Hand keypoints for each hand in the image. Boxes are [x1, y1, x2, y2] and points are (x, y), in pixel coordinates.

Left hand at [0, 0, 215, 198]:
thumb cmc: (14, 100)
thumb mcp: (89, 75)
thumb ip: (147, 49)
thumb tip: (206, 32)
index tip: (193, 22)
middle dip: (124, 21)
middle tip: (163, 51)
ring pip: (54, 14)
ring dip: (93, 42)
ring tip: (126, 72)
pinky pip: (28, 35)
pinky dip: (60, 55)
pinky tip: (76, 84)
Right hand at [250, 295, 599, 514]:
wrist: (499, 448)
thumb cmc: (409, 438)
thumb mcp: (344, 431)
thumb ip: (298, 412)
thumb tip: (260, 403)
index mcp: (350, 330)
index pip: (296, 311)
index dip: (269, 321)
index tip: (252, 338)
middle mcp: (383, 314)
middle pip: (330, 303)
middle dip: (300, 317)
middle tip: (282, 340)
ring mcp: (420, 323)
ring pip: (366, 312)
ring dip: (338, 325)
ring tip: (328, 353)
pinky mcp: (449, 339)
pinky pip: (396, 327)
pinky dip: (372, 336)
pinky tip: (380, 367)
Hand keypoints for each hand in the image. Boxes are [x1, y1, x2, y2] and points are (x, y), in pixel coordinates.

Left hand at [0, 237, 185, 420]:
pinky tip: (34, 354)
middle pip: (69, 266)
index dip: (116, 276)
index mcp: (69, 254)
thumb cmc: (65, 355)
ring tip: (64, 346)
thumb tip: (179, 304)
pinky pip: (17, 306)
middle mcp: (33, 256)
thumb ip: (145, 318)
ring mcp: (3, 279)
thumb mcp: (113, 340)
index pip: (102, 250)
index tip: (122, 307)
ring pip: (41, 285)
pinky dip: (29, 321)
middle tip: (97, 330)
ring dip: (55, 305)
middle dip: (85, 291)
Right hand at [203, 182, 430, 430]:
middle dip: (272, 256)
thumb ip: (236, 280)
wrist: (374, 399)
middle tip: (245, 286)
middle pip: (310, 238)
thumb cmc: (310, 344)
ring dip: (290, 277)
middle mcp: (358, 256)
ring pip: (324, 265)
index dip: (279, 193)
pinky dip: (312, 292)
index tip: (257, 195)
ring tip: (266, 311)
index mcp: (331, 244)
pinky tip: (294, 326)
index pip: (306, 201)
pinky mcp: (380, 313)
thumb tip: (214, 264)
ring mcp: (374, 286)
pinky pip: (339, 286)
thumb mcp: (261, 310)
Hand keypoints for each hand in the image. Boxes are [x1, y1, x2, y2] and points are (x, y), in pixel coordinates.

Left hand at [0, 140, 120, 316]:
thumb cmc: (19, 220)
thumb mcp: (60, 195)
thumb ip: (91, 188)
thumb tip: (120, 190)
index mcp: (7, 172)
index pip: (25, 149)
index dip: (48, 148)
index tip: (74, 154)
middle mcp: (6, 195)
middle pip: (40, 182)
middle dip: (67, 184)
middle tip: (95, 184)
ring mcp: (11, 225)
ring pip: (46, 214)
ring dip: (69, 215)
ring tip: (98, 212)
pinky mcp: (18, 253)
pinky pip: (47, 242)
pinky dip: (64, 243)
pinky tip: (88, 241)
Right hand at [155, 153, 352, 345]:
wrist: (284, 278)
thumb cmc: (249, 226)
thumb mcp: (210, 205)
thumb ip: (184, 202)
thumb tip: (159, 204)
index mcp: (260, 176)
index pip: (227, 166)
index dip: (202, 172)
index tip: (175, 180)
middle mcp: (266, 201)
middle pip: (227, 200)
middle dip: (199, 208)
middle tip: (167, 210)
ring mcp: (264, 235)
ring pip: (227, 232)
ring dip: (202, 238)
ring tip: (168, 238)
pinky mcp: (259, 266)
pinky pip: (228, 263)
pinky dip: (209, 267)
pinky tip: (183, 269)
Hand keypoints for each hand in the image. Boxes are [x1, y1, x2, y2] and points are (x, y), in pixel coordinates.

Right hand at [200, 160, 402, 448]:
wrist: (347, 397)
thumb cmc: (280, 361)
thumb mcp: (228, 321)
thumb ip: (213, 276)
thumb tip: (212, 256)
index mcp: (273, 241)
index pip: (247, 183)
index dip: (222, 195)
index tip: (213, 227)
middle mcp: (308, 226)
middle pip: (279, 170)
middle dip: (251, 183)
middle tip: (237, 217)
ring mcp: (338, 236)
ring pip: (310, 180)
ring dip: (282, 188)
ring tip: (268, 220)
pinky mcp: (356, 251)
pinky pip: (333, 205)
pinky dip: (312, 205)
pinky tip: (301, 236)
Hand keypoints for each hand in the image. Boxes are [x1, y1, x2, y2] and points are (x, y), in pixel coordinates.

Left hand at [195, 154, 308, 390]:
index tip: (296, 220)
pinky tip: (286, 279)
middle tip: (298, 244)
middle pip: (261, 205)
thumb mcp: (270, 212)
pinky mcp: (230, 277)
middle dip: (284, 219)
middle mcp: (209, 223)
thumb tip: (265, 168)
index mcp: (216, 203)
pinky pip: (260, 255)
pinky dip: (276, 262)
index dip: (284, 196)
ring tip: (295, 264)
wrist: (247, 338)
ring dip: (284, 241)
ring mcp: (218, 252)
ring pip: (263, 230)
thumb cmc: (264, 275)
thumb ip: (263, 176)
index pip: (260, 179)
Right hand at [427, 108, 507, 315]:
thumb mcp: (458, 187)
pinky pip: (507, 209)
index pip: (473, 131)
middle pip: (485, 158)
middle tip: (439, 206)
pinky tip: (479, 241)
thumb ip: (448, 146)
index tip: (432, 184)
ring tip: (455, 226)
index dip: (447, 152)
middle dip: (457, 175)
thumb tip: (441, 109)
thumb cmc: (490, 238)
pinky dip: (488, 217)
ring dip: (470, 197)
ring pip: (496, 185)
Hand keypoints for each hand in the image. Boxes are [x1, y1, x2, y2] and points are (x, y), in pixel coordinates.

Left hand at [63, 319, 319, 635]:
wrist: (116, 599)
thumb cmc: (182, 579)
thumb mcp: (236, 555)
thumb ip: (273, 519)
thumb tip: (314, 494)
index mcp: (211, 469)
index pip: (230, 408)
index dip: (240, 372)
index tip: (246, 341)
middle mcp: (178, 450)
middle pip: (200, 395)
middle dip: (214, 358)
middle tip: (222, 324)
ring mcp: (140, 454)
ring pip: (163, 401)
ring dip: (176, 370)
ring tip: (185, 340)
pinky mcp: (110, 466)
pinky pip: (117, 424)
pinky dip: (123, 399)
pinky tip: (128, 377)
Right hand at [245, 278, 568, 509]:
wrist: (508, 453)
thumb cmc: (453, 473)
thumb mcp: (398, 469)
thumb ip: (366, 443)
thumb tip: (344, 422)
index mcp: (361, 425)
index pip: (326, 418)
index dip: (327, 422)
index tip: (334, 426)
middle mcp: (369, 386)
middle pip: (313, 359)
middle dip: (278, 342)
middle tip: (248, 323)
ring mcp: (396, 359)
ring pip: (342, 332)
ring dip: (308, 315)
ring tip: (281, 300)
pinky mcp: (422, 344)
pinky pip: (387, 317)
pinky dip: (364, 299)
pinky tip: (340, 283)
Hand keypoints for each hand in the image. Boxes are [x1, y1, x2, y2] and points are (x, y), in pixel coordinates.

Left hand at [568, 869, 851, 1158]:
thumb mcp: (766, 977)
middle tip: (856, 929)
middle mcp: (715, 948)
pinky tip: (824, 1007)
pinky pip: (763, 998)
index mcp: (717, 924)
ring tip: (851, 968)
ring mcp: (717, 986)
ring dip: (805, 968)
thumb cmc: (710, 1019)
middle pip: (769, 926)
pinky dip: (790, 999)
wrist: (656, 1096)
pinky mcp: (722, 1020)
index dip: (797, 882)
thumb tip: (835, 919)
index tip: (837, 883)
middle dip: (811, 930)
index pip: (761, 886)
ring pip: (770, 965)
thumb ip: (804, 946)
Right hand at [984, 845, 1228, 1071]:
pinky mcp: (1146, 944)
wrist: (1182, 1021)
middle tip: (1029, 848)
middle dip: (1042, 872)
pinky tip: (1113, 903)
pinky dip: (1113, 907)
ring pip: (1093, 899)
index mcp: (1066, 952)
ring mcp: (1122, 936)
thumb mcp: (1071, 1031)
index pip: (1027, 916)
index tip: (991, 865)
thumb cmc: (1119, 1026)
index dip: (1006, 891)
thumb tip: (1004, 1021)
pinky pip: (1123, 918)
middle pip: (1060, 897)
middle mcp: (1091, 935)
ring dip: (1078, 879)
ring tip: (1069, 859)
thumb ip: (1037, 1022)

=== Problem requirements ===
Would you please copy exactly the part of the entries above that begins at the line containing "ring dip: (93, 42)" and ends at the line containing "pinky pip: (396, 327)", both lines included?

=== Answer to the problem ===
ring dip: (93, 42)
ring tip: (126, 72)
pinky pip: (28, 35)
pinky dip: (60, 55)
pinky tip: (76, 84)
Right hand at [250, 295, 599, 514]:
wrist: (499, 448)
thumb cmc: (409, 438)
thumb mcp: (344, 431)
thumb ip: (298, 412)
thumb tip: (260, 403)
index mcp: (350, 330)
index pip: (296, 311)
index dip: (269, 321)
index tip: (252, 338)
middle mcp: (383, 314)
middle pip: (330, 303)
middle dip: (300, 317)
middle tip: (282, 340)
ring mcp: (420, 323)
ring pip: (366, 312)
ring dip: (338, 325)
ring tip: (328, 353)
pinky mcp: (449, 339)
pinky pip: (396, 327)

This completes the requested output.